=== Section Start ===
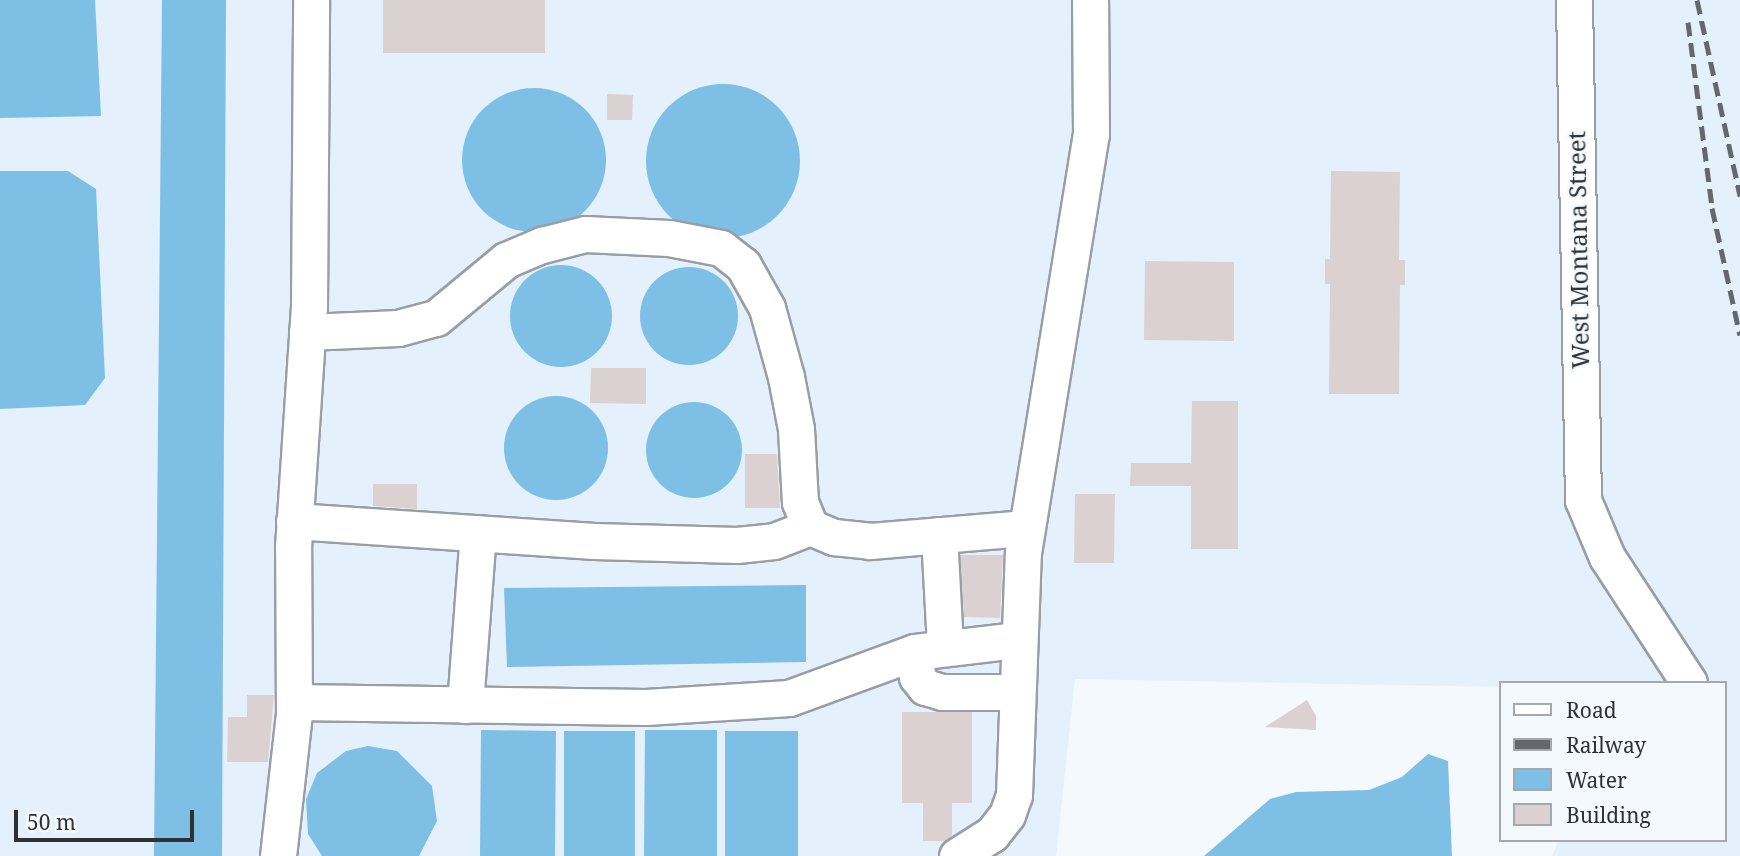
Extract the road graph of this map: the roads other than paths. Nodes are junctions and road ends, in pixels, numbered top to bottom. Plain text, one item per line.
1 (312, 0) edge
2 (1090, 0) edge
3 (1574, 0) edge
4 (307, 332) junction
5 (294, 521) junction
6 (810, 527) junction
7 (1026, 528) junction
8 (478, 533) junction
9 (939, 535) junction
10 (1017, 640) junction
11 (930, 649) junction
12 (1688, 681) edge
13 (1017, 692) junction
14 (294, 702) junction
15 (466, 705) junction
16 (278, 856) edge
17 (957, 856) edge

1 - 4 street
2 - 7 street
3 - 12 street, West Montana Street
4 - 5 street
4 - 6 street
5 - 8 street
5 - 14 street
6 - 8 street
6 - 9 street
7 - 9 street
7 - 10 street
8 - 15 street
9 - 11 street
10 - 11 street
10 - 13 street
11 - 13 street
11 - 15 street
13 - 17 street
14 - 15 street
14 - 16 street

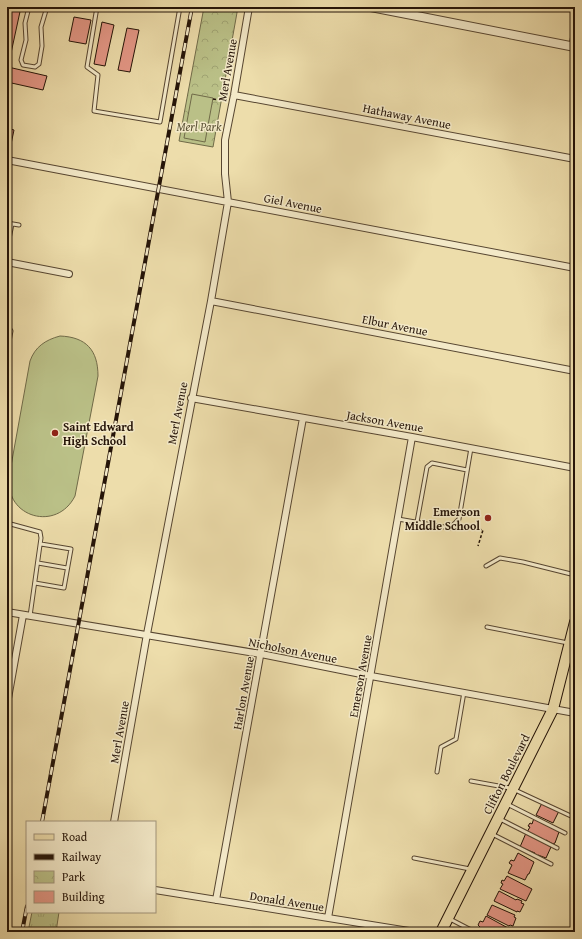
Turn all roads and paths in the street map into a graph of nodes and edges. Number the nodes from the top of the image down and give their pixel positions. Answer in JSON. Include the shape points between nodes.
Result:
{"nodes":[{"id":1,"x":29,"y":7,"type":"edge"},
{"id":2,"x":47,"y":7,"type":"edge"},
{"id":3,"x":97,"y":7,"type":"edge"},
{"id":4,"x":180,"y":7,"type":"edge"},
{"id":5,"x":249,"y":7,"type":"edge"},
{"id":6,"x":371,"y":7,"type":"edge"},
{"id":7,"x":575,"y":32,"type":"edge"},
{"id":8,"x":573,"y":47,"type":"edge"},
{"id":9,"x":234,"y":95,"type":"junction"},
{"id":10,"x":213,"y":99,"type":"dead end"},
{"id":11,"x":233,"y":102,"type":"junction"},
{"id":12,"x":575,"y":159,"type":"edge"},
{"id":13,"x":7,"y":160,"type":"edge"},
{"id":14,"x":228,"y":202,"type":"junction"},
{"id":15,"x":7,"y":223,"type":"edge"},
{"id":16,"x":12,"y":224,"type":"junction"},
{"id":17,"x":19,"y":225,"type":"dead end"},
{"id":18,"x":7,"y":249,"type":"edge"},
{"id":19,"x":7,"y":262,"type":"edge"},
{"id":20,"x":575,"y":268,"type":"edge"},
{"id":21,"x":69,"y":274,"type":"dead end"},
{"id":22,"x":211,"y":301,"type":"junction"},
{"id":23,"x":7,"y":325,"type":"edge"},
{"id":24,"x":7,"y":352,"type":"edge"},
{"id":25,"x":575,"y":371,"type":"edge"},
{"id":26,"x":191,"y":398,"type":"junction"},
{"id":27,"x":304,"y":418,"type":"junction"},
{"id":28,"x":412,"y":437,"type":"junction"},
{"id":29,"x":471,"y":448,"type":"junction"},
{"id":30,"x":575,"y":468,"type":"edge"},
{"id":31,"x":467,"y":470,"type":"junction"},
{"id":32,"x":398,"y":519,"type":"junction"},
{"id":33,"x":416,"y":522,"type":"junction"},
{"id":34,"x":7,"y":523,"type":"edge"},
{"id":35,"x":459,"y":525,"type":"dead end"},
{"id":36,"x":41,"y":544,"type":"junction"},
{"id":37,"x":478,"y":546,"type":"dead end"},
{"id":38,"x":38,"y":563,"type":"junction"},
{"id":39,"x":486,"y":566,"type":"dead end"},
{"id":40,"x":68,"y":568,"type":"junction"},
{"id":41,"x":575,"y":575,"type":"edge"},
{"id":42,"x":35,"y":584,"type":"junction"},
{"id":43,"x":7,"y":612,"type":"edge"},
{"id":44,"x":23,"y":615,"type":"junction"},
{"id":45,"x":30,"y":616,"type":"junction"},
{"id":46,"x":575,"y":622,"type":"edge"},
{"id":47,"x":487,"y":628,"type":"dead end"},
{"id":48,"x":147,"y":634,"type":"junction"},
{"id":49,"x":569,"y":644,"type":"junction"},
{"id":50,"x":261,"y":654,"type":"junction"},
{"id":51,"x":371,"y":676,"type":"junction"},
{"id":52,"x":464,"y":692,"type":"junction"},
{"id":53,"x":7,"y":704,"type":"edge"},
{"id":54,"x":553,"y":709,"type":"junction"},
{"id":55,"x":575,"y":713,"type":"edge"},
{"id":56,"x":437,"y":772,"type":"dead end"},
{"id":57,"x":471,"y":781,"type":"dead end"},
{"id":58,"x":513,"y":789,"type":"junction"},
{"id":59,"x":506,"y":803,"type":"junction"},
{"id":60,"x":573,"y":817,"type":"dead end"},
{"id":61,"x":498,"y":818,"type":"junction"},
{"id":62,"x":114,"y":821,"type":"edge"},
{"id":63,"x":491,"y":833,"type":"junction"},
{"id":64,"x":565,"y":833,"type":"dead end"},
{"id":65,"x":557,"y":848,"type":"dead end"},
{"id":66,"x":414,"y":858,"type":"dead end"},
{"id":67,"x":551,"y":864,"type":"dead end"},
{"id":68,"x":472,"y":870,"type":"junction"},
{"id":69,"x":156,"y":890,"type":"edge"},
{"id":70,"x":216,"y":900,"type":"junction"},
{"id":71,"x":328,"y":918,"type":"junction"},
{"id":72,"x":448,"y":918,"type":"junction"},
{"id":73,"x":415,"y":932,"type":"edge"},
{"id":74,"x":441,"y":932,"type":"edge"},
{"id":75,"x":475,"y":932,"type":"edge"}],
"edges":[{"from":1,"to":2,"type":"lane","via":[[21,60],[23,64],[34,67],[39,64],[41,28]]},
{"from":3,"to":4,"type":"lane","via":[[87,67],[98,75],[94,111],[160,122]]},
{"from":5,"to":9,"type":"street","name":"Merl Avenue"},
{"from":6,"to":8,"type":"street"},
{"from":7,"to":8,"type":"lane"},
{"from":9,"to":11,"type":"street","name":"Merl Avenue"},
{"from":9,"to":12,"type":"street","name":"Hathaway Avenue"},
{"from":10,"to":11,"type":"path"},
{"from":11,"to":14,"type":"street","name":"Merl Avenue","via":[[225,140]]},
{"from":13,"to":14,"type":"street","name":"Giel Avenue"},
{"from":14,"to":20,"type":"street","name":"Giel Avenue"},
{"from":14,"to":22,"type":"street","name":"Merl Avenue"},
{"from":15,"to":16,"type":"lane"},
{"from":16,"to":17,"type":"lane"},
{"from":16,"to":18,"type":"lane"},
{"from":19,"to":21,"type":"street"},
{"from":22,"to":25,"type":"street","name":"Elbur Avenue"},
{"from":22,"to":26,"type":"street","name":"Merl Avenue"},
{"from":23,"to":24,"type":"lane","via":[[11,331]]},
{"from":26,"to":27,"type":"street","name":"Jackson Avenue"},
{"from":26,"to":48,"type":"street","name":"Merl Avenue"},
{"from":27,"to":28,"type":"street","name":"Jackson Avenue"},
{"from":27,"to":50,"type":"street","name":"Harlon Avenue"},
{"from":28,"to":29,"type":"street","name":"Jackson Avenue"},
{"from":28,"to":32,"type":"street","name":"Emerson Avenue"},
{"from":29,"to":30,"type":"street","name":"Jackson Avenue"},
{"from":29,"to":31,"type":"lane"},
{"from":31,"to":33,"type":"lane","via":[[459,519],[450,528]]},
{"from":31,"to":33,"type":"lane","via":[[432,463],[426,467]]},
{"from":32,"to":33,"type":"lane"},
{"from":32,"to":51,"type":"street","name":"Emerson Avenue"},
{"from":34,"to":36,"type":"lane","via":[[40,532]]},
{"from":35,"to":37,"type":"path","via":[[483,530]]},
{"from":36,"to":38,"type":"lane"},
{"from":36,"to":40,"type":"lane","via":[[71,549]]},
{"from":38,"to":40,"type":"lane"},
{"from":38,"to":42,"type":"lane"},
{"from":39,"to":41,"type":"lane","via":[[500,558]]},
{"from":40,"to":42,"type":"lane","via":[[64,588]]},
{"from":42,"to":45,"type":"lane"},
{"from":43,"to":44,"type":"street","name":"Nicholson Avenue"},
{"from":44,"to":45,"type":"street","name":"Nicholson Avenue"},
{"from":44,"to":53,"type":"street"},
{"from":45,"to":48,"type":"street","name":"Nicholson Avenue"},
{"from":46,"to":49,"type":"main road","name":"Clifton Boulevard"},
{"from":47,"to":49,"type":"lane"},
{"from":48,"to":50,"type":"street","name":"Nicholson Avenue"},
{"from":48,"to":62,"type":"street","name":"Merl Avenue"},
{"from":49,"to":54,"type":"main road","name":"Clifton Boulevard"},
{"from":50,"to":51,"type":"street","name":"Nicholson Avenue"},
{"from":50,"to":70,"type":"street","name":"Harlon Avenue"},
{"from":51,"to":52,"type":"street","name":"Nicholson Avenue"},
{"from":51,"to":71,"type":"street","name":"Emerson Avenue"},
{"from":52,"to":54,"type":"street","name":"Nicholson Avenue"},
{"from":52,"to":56,"type":"lane","via":[[456,739],[441,748]]},
{"from":54,"to":55,"type":"street","name":"Nicholson Avenue"},
{"from":54,"to":58,"type":"main road","name":"Clifton Boulevard"},
{"from":57,"to":58,"type":"lane"},
{"from":58,"to":59,"type":"main road","name":"Clifton Boulevard"},
{"from":58,"to":60,"type":"lane"},
{"from":59,"to":61,"type":"main road","name":"Clifton Boulevard"},
{"from":59,"to":64,"type":"lane"},
{"from":61,"to":63,"type":"main road","name":"Clifton Boulevard"},
{"from":61,"to":65,"type":"lane"},
{"from":63,"to":67,"type":"lane"},
{"from":63,"to":68,"type":"main road","name":"Clifton Boulevard"},
{"from":66,"to":68,"type":"lane"},
{"from":68,"to":72,"type":"main road","name":"Clifton Boulevard"},
{"from":69,"to":70,"type":"street","name":"Donald Avenue"},
{"from":70,"to":71,"type":"street","name":"Donald Avenue"},
{"from":71,"to":73,"type":"street","name":"Donald Avenue"},
{"from":72,"to":74,"type":"main road","name":"Clifton Boulevard"},
{"from":72,"to":75,"type":"lane"}]}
=== Section End ===
### INSTRUCTIONS FOR THE TASK
Pictures aside, write out verbatim every line from the first line of the material through the line holding "Turn all roads".

### EXERCISE RESULT
Extract the road graph of this map: the roads other than paths. Nodes are junctions and road ends, in pixels, numbered top to bottom. Plain text, one item per line.
1 (312, 0) edge
2 (1090, 0) edge
3 (1574, 0) edge
4 (307, 332) junction
5 (294, 521) junction
6 (810, 527) junction
7 (1026, 528) junction
8 (478, 533) junction
9 (939, 535) junction
10 (1017, 640) junction
11 (930, 649) junction
12 (1688, 681) edge
13 (1017, 692) junction
14 (294, 702) junction
15 (466, 705) junction
16 (278, 856) edge
17 (957, 856) edge

1 - 4 street
2 - 7 street
3 - 12 street, West Montana Street
4 - 5 street
4 - 6 street
5 - 8 street
5 - 14 street
6 - 8 street
6 - 9 street
7 - 9 street
7 - 10 street
8 - 15 street
9 - 11 street
10 - 11 street
10 - 13 street
11 - 13 street
11 - 15 street
13 - 17 street
14 - 15 street
14 - 16 street

Turn all roads and paths in the street map into a graph of nodes and edges. Number the nodes from the top of the image down and give their pixel positions. Answer in JSON. Include the shape points between nodes.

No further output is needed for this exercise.